La thématique Matière et matérialité, proposée par la candidature française pour le 36e congrès du CIHA en 2024, ouvre donc à des questionnements très actuels, en pleine évolution, en phase avec des enjeux sociétaux de premier ordre. Elle offrira l’opportunité d’un fructueux dialogue interculturel et interdisciplinaire sur des questions qui poussent à poser un regard transversal, dans le temps et dans l’espace, et à croiser les approches tant sur le plan théorique que méthodologique. Elle intéresse les artefacts de toute nature, de tous les temps et de toutes les aires culturelles, et répond ainsi au tournant global amorcé lors du congrès de Melbourne en 2008. Elle entrerait également en résonance avec le congrès du CIHA de Nuremberg de 2012, qui avait centré ses débats sur le « défi de l’objet ». Ce choix particulièrement judicieux intervenait au moment où le « Material turn » était constaté par les premières tentatives de synthèse.
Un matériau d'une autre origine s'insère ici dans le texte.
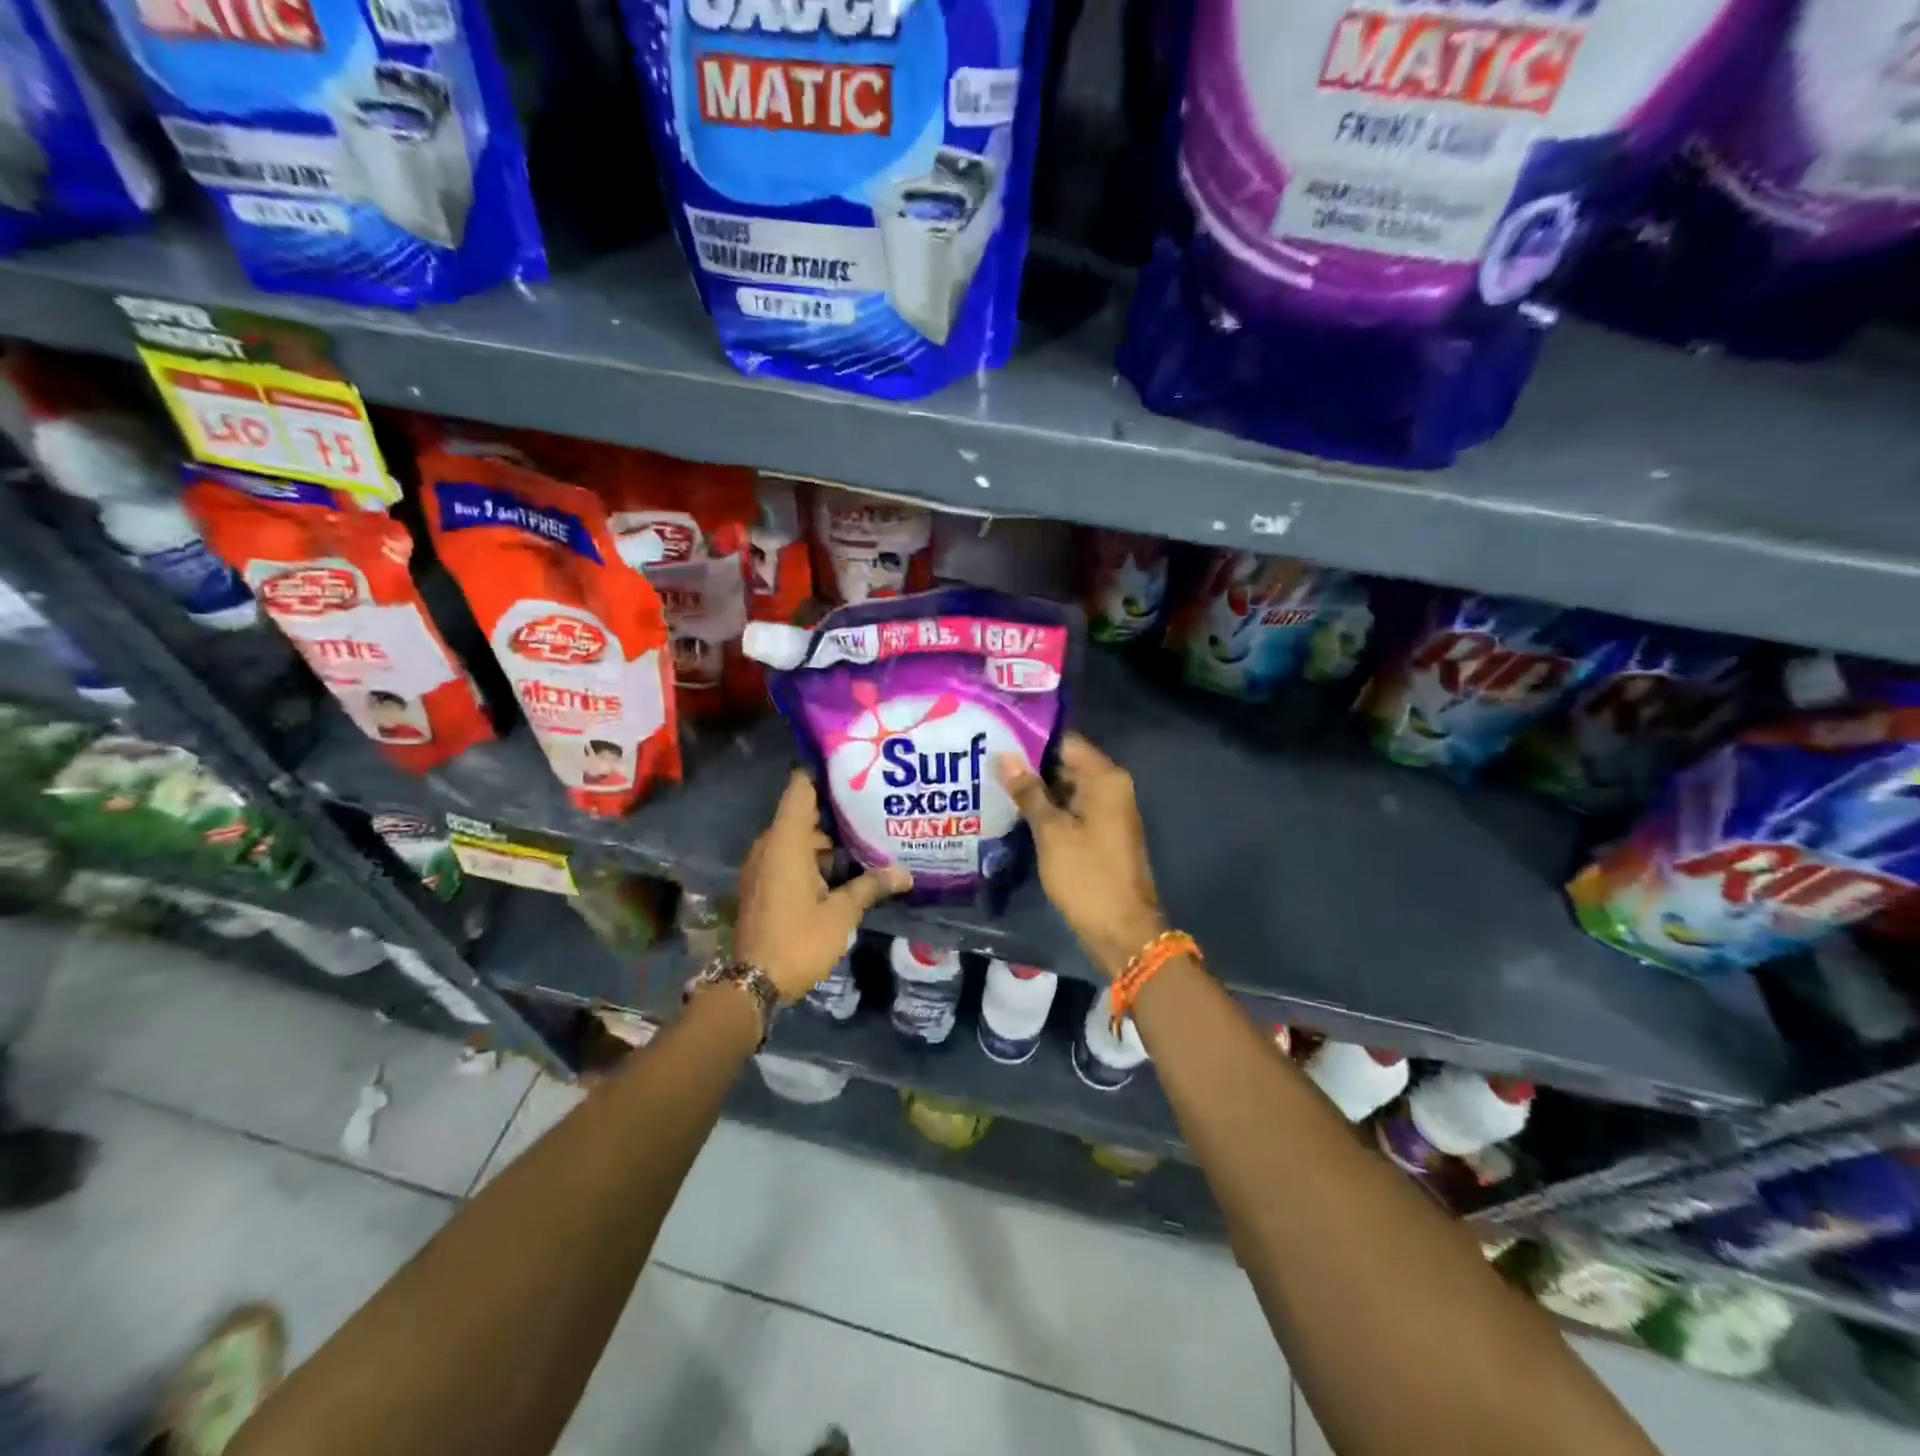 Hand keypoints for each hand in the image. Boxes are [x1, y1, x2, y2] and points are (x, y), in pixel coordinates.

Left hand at [734, 770, 910, 1001]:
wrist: (753, 983)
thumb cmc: (798, 940)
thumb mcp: (841, 913)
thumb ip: (871, 886)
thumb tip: (906, 874)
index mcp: (785, 841)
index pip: (800, 787)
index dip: (824, 773)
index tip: (854, 769)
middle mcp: (769, 845)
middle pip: (804, 812)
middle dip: (837, 810)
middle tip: (874, 805)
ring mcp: (763, 865)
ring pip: (799, 838)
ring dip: (828, 838)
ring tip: (868, 835)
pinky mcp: (763, 884)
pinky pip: (790, 856)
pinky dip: (814, 857)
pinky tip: (846, 867)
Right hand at [998, 733, 1166, 978]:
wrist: (1121, 930)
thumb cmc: (1087, 876)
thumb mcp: (1051, 832)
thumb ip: (1028, 792)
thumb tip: (1004, 757)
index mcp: (1105, 778)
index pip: (1065, 741)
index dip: (1031, 737)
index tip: (996, 734)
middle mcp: (1110, 787)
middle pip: (1065, 763)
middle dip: (1028, 763)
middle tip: (985, 758)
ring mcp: (1106, 811)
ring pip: (1065, 787)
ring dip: (1034, 787)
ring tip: (990, 780)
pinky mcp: (1099, 833)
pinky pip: (1069, 809)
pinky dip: (1046, 808)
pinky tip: (1012, 809)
Dans ce contexte en mutations rapides, l’histoire de l’art peut et doit contribuer à la réflexion sur le rapport de l’homme à son environnement à partir de sa connaissance des œuvres d’art dont une des caractéristiques essentielles a toujours été de travailler des matières et de conférer aux objets obtenus des propriétés et des valeurs complémentaires. Ce processus qui hérite de pratiques magiques ou sacrées, vise par exemple à donner l’illusion que telle divinité est présente devant le fidèle, que quelques pigments liés et étendus sur un support sont transformés en ciel dans un paysage ou en visage dans un portrait. Il permet de conserver indéfiniment la perfection d’un corps dans le marbre d’une statue ou l’apparence d’une personne chère après sa disparition physique (Florence 2019). Ces propriétés découlent de la matérialité de l’œuvre dont la présence concrète se manifeste par les effets de texture, de surfaces, de poids, d’extension dans l’espace, de formats, de traces gestuelles, d’effets de matière. La notion de matérialité renvoie donc au fait que les artefacts qui intéressent l’histoire de l’art sont composés de matériaux et, à un niveau théorique, à tous les processus – techniques, culturels et sociaux – qui sous-tendent la réalisation et la perception matérielles des œuvres.
Si les thèmes de la matière et de la matérialité n’ont été abordés que de manière implicite et partielle lors des précédents récents congrès, le regain d’intérêt et le renouvellement de la recherche qu’ils suscitent actuellement, et pour des années encore, lui donnent sa pertinence comme thématique fédératrice susceptible de mobiliser l’ensemble de la communauté internationale des chercheurs en histoire de l’art.